The proposed flat rate of Basic Rental Income for individuals would also lose many of the advantages of the current system. Single parents, for example, are not currently disadvantaged compared to couples, meaning that children’s housing is not compromised by the lack of a second income. The basic rental income would drastically cut single parents’ buying power compared to couples. While couples’ new-found resources could inflate demand.
It also has no apparent capacity to recognise the additional needs of children – parents would receive no additional help to house larger families. This is of course very much the direction of travel of current benefit reforms; but it is odd for a supposedly progressive, quasi-utopian solution like Citizen’s Income to mimic the harshest consequences of policies like the benefit cap.
Even with Basic Rental Income’s (welcome) link to local market conditions, variables would remain. Private rents are on average twice that of social rents. This could be accommodated by having different rates for social and private tenants. But then you’re getting very close to recreating the current system of multiple benefits reflecting different circumstances.
One aspect of the RSA’s ideas that does intrigue me in principle is the proposal to fund the Basic Rental Income by tapping into housing wealth, potentially through a land value tax. This would recognise the gross inequalities that exist in housing. However, by not just excluding but penalising wealthy homeowners it does cut across the universal appeal commonly claimed by Citizen’s Incomes.

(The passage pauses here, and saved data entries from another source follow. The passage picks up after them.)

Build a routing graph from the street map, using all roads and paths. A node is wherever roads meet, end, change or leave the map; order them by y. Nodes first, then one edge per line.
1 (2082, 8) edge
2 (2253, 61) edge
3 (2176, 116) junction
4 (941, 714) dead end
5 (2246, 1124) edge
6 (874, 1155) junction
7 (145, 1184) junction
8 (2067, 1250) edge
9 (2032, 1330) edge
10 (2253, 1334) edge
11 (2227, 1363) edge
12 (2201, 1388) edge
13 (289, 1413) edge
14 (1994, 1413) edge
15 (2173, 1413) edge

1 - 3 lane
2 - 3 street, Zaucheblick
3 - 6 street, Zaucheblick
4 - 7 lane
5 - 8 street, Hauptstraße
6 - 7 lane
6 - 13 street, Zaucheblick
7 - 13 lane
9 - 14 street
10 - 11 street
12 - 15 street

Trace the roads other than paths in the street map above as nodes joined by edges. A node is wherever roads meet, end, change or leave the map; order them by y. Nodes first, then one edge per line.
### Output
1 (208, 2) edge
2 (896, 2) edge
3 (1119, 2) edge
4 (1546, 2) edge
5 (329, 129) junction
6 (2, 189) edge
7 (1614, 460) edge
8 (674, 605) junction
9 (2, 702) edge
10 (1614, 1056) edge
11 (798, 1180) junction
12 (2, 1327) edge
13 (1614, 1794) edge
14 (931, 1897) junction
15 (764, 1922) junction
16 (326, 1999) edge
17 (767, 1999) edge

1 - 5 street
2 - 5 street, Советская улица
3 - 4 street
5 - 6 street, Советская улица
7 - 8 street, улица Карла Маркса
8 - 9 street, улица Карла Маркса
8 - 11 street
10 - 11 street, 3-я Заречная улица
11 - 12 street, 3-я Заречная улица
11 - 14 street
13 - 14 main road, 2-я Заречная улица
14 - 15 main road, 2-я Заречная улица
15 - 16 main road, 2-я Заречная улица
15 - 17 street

The false attraction of simplicity
This exposes one of the greatest fallacies behind the appeal of a Universal Basic Income. To smooth out the winners and losers of an affordable system, advocates often concede that additional allowances must be paid, for example for housing costs, disabilities or children. As Emran Mian has pointed out, the better these additions are at dealing with real, complex needs, the closer we get towards recreating the current system, which for all its flaws and complexities is sensitive to a wide range of different circumstances.
The benefit system is frequently criticised for its complexity, and at Shelter we see first-hand how this can leave people struggling to navigate it. But that does not mean simplification should be the goal at all costs. There will always be a trade-off between complexity and efficiency at responding to need and varying circumstances. The notable complexity of housing benefit is unsurprising when you consider the wide variation in housing circumstances.
In later blogs we’ll look at the potential of UBI in a narrower sense to boost incomes as well as look at public attitudes towards benefit systems – which explain the greatest appeal of ideas like UBI. But for now it looks like a red herring for anyone trying to fix the housing safety net.